For each line of the data below, test for "roads". Report only the number of lines that pass.

Stored items:
----------
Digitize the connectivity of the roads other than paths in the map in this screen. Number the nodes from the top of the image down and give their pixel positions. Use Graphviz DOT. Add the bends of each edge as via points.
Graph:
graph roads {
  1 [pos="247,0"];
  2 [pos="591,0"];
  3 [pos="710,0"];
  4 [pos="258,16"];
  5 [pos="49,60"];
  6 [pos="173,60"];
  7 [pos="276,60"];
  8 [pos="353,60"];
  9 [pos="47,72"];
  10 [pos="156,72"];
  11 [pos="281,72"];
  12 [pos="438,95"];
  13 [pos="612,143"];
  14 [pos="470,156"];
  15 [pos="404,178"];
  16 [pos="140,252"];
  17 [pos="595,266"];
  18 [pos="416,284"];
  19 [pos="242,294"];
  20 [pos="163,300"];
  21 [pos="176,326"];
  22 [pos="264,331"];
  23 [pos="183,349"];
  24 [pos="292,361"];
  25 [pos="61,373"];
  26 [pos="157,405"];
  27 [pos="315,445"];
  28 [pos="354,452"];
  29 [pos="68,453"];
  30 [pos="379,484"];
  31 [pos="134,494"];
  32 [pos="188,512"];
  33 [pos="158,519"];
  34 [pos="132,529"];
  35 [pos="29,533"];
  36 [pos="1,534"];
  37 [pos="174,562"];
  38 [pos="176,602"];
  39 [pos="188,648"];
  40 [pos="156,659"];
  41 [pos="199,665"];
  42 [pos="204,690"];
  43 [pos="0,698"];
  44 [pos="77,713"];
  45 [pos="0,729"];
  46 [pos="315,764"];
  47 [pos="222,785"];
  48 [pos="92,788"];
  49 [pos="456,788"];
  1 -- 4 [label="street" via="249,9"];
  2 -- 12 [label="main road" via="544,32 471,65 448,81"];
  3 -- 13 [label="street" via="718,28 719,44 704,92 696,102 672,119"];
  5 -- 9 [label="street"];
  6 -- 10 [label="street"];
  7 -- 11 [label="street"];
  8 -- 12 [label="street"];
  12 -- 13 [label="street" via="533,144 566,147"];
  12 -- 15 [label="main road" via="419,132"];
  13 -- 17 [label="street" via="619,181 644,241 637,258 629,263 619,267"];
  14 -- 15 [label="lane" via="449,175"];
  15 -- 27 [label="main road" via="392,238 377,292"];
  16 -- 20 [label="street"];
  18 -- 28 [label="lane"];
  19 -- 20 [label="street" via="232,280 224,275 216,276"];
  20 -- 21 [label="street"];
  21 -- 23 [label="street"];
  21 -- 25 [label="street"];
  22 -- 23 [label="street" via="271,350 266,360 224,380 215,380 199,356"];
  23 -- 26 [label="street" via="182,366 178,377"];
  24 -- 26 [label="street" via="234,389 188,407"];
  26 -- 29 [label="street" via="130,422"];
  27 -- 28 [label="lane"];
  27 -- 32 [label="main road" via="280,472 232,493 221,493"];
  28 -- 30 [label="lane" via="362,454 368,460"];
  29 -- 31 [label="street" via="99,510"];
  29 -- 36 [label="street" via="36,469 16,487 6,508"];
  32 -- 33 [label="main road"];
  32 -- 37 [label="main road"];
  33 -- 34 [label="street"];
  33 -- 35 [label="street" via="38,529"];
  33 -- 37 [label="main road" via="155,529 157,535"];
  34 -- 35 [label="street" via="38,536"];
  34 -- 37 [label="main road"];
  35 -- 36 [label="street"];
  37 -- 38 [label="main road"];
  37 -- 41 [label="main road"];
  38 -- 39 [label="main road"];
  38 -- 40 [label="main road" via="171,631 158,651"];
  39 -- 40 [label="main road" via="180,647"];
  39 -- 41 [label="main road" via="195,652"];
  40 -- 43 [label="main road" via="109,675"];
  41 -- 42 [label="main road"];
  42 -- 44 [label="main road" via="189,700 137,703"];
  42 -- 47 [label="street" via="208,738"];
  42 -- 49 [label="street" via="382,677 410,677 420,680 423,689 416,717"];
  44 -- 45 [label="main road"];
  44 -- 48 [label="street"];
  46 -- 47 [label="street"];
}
----------
● Answer space
2